Adolescent binge-like alcohol exposure dysregulates NPY and CGRP in rats: Behavioural and immunochemical evidence

Abstract

Alcohol binge drinking during adolescence impacts affective behaviour, possibly impinging on developing neural substrates processing affective states, including calcitonin gene-related peptide (CGRP) and neuropeptide Y (NPY). Here, we modelled binge-like alcohol exposure in adolescence, by administering 3.5 g/kg alcohol per os, within 1 h, to male adolescent rats every other day, from postnatal day 35 to 54. The effects on positive and negative affective behaviour during abstinence were explored including: consummatory behaviour and weight gain; social behaviour in the modified social interaction test; thermal nociception in the tail-flick test; psychosocial stress coping in the resident-intruder paradigm.
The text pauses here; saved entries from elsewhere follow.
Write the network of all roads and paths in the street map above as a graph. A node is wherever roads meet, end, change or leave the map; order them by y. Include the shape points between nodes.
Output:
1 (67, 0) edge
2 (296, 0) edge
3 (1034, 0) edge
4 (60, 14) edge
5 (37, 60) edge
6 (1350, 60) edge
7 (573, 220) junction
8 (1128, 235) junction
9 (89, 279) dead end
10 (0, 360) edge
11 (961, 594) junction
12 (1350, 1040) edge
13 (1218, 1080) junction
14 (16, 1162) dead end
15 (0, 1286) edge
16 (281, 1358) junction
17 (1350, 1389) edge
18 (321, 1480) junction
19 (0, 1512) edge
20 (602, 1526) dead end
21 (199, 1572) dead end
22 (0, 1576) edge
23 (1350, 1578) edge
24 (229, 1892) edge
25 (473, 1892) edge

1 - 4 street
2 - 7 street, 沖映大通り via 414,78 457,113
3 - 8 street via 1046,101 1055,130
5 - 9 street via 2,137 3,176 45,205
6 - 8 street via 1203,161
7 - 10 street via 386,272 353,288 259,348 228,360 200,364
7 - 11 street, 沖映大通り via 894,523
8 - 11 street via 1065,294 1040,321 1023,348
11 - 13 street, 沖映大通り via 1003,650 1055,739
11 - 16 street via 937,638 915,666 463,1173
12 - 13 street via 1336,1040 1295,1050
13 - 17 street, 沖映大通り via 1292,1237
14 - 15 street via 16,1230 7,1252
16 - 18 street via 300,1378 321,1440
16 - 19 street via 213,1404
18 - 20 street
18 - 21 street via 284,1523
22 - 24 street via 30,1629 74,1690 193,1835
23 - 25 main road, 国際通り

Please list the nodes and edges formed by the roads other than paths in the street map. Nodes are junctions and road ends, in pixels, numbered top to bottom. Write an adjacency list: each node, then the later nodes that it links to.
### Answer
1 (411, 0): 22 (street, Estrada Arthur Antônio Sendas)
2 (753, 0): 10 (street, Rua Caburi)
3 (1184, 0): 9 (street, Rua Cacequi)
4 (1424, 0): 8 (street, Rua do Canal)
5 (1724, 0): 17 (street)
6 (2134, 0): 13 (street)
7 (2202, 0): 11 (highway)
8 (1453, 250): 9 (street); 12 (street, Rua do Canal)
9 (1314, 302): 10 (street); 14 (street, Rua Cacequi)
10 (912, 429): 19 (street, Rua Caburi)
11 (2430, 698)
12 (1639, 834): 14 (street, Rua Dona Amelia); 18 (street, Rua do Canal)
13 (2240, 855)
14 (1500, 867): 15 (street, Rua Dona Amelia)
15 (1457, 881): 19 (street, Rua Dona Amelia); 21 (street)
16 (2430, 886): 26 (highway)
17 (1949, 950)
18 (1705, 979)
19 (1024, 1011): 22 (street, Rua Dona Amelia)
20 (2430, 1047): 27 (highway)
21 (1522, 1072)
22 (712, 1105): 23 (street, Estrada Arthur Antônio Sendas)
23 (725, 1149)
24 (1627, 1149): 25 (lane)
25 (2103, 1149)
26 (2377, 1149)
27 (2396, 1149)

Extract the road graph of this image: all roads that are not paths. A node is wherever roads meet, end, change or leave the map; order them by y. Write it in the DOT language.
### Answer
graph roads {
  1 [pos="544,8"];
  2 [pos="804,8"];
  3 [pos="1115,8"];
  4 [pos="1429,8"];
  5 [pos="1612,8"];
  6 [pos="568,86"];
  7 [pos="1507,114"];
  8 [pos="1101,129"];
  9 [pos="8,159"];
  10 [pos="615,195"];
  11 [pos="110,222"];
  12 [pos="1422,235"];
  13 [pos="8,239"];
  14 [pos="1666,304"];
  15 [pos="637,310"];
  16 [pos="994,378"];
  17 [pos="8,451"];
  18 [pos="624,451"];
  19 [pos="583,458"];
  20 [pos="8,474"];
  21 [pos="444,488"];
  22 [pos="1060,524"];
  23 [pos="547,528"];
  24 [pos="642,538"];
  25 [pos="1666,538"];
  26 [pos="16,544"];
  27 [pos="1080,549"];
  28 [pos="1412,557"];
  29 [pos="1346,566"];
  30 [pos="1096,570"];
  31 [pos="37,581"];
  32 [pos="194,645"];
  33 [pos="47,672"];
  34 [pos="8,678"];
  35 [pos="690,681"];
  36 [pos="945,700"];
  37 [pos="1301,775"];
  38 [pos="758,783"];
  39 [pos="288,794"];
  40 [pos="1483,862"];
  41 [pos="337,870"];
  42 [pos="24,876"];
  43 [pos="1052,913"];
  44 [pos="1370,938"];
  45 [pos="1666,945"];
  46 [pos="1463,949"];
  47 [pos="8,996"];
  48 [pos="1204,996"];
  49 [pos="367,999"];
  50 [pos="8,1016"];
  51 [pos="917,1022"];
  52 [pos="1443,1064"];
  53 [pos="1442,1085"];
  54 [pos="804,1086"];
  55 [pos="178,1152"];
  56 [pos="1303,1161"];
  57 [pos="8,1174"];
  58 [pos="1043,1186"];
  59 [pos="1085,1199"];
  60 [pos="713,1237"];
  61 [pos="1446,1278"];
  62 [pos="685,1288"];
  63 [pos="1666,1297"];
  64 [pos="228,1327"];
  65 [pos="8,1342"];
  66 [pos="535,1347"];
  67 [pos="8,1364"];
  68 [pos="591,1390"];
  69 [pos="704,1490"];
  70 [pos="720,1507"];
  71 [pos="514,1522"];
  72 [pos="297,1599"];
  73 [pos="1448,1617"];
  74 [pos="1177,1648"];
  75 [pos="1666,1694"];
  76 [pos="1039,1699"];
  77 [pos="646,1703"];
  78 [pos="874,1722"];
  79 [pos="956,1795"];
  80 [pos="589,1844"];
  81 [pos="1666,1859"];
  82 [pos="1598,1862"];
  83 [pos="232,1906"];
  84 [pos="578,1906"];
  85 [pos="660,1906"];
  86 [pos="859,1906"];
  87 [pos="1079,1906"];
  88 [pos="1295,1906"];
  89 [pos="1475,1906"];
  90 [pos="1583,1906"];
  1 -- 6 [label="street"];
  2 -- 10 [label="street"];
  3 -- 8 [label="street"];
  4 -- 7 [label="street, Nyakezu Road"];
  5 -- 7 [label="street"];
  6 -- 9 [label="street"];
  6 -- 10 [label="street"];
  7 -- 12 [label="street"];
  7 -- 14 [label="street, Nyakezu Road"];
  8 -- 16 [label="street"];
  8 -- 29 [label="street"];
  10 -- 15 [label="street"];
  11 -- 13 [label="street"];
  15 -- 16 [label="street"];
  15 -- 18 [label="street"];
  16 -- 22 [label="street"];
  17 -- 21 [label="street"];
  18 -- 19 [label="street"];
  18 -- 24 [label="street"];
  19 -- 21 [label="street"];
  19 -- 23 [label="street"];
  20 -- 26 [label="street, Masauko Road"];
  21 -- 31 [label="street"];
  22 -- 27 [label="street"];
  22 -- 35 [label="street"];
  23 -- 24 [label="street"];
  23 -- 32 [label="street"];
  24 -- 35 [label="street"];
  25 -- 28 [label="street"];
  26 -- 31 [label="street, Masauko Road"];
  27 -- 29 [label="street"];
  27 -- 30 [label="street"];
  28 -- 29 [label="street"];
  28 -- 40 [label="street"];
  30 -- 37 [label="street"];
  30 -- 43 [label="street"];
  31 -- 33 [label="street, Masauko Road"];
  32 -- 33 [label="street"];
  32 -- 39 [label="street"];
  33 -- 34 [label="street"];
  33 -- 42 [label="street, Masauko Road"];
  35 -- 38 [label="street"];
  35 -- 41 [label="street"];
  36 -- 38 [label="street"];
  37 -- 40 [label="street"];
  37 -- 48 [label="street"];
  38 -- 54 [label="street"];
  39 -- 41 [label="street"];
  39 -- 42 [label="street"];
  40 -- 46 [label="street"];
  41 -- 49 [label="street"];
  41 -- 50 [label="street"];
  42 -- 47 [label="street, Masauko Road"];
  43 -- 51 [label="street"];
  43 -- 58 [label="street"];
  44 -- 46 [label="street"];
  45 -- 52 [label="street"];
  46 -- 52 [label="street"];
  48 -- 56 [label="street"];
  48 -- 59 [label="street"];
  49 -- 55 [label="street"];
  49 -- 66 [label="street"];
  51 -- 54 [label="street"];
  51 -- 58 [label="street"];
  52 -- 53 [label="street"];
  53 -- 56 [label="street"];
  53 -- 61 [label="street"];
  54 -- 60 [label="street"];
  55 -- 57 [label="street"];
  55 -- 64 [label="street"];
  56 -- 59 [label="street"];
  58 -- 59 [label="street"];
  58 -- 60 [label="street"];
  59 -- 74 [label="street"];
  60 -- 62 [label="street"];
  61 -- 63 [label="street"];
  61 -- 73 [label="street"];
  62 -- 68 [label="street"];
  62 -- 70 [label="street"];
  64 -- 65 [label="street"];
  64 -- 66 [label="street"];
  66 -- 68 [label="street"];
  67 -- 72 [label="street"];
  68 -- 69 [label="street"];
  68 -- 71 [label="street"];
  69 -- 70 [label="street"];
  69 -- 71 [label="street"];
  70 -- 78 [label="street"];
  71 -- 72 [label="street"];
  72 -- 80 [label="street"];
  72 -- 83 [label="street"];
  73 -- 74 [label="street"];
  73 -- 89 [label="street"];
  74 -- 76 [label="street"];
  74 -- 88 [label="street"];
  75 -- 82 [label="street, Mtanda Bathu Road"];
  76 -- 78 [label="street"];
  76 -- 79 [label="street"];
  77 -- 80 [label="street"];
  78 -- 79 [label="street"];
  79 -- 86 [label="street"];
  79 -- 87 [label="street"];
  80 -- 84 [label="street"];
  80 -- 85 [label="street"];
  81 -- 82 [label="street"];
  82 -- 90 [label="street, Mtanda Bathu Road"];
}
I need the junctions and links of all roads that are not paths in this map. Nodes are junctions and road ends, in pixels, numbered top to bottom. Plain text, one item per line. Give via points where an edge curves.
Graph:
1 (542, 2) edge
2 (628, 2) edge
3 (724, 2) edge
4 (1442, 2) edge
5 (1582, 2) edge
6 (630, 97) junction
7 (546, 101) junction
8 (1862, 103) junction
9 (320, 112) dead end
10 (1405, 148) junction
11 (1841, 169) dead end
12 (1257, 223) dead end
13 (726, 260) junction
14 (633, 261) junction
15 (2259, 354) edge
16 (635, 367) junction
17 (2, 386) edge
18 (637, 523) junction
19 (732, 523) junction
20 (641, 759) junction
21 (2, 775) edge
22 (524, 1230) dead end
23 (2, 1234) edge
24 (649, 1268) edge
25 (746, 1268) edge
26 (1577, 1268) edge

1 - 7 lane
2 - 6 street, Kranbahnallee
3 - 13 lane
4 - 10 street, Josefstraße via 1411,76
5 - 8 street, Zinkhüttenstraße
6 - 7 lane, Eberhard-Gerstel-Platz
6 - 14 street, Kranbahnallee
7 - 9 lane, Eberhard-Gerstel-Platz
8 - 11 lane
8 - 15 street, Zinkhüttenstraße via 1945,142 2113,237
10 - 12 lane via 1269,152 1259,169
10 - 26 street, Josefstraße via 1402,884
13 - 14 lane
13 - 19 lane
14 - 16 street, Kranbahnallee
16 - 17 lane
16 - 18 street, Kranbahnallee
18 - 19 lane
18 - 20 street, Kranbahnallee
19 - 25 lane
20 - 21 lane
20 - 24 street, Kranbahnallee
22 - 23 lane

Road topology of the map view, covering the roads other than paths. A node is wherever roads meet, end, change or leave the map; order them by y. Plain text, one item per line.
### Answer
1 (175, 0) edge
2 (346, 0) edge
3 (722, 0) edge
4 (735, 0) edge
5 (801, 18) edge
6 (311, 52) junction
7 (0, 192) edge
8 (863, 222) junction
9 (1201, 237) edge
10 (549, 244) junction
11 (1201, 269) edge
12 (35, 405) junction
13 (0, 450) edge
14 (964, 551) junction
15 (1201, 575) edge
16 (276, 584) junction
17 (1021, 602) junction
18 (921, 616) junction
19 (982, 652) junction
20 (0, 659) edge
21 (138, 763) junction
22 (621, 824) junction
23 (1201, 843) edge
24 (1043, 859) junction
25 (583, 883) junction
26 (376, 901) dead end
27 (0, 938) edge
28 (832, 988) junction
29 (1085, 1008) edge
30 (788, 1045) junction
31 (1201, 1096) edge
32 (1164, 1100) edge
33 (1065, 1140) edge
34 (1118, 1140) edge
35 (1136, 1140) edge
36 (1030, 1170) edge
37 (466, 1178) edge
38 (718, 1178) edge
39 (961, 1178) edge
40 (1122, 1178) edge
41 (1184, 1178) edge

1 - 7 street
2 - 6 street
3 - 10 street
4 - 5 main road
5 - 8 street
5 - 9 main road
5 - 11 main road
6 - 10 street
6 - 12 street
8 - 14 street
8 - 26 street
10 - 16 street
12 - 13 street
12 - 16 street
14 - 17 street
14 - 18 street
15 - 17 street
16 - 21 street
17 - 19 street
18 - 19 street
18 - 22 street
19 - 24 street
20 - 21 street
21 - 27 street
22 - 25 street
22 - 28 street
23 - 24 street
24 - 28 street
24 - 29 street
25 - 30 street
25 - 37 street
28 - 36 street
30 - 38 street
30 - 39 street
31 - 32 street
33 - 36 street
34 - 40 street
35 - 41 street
Moreover, CGRP and NPY levels were evaluated in functionally relevant brain regions. Our data shows that binge-like intermittent alcohol administration during adolescence decreased weight gain, social preference and motivation, nociception, and active psychosocial stress coping during abstinence. In addition, intermittent alcohol-exposed rats displayed increased expression of CGRP and NPY in the prefrontal cortex and nucleus accumbens; decreased NPY levels in the amygdala; opposite changes in CGRP levels in the hypothalamus and brainstem. Overall, our data shows that adolescent binge-like alcohol exposure, through the allostatic load of alternate intoxication and withdrawal, produces long-term consequences in sensory and affective processes and dysregulated complementary neuropeptidergic systems. Thus, neuropeptide-targeted interventions hold promising potential for addressing negative affect during prolonged withdrawal in young subjects.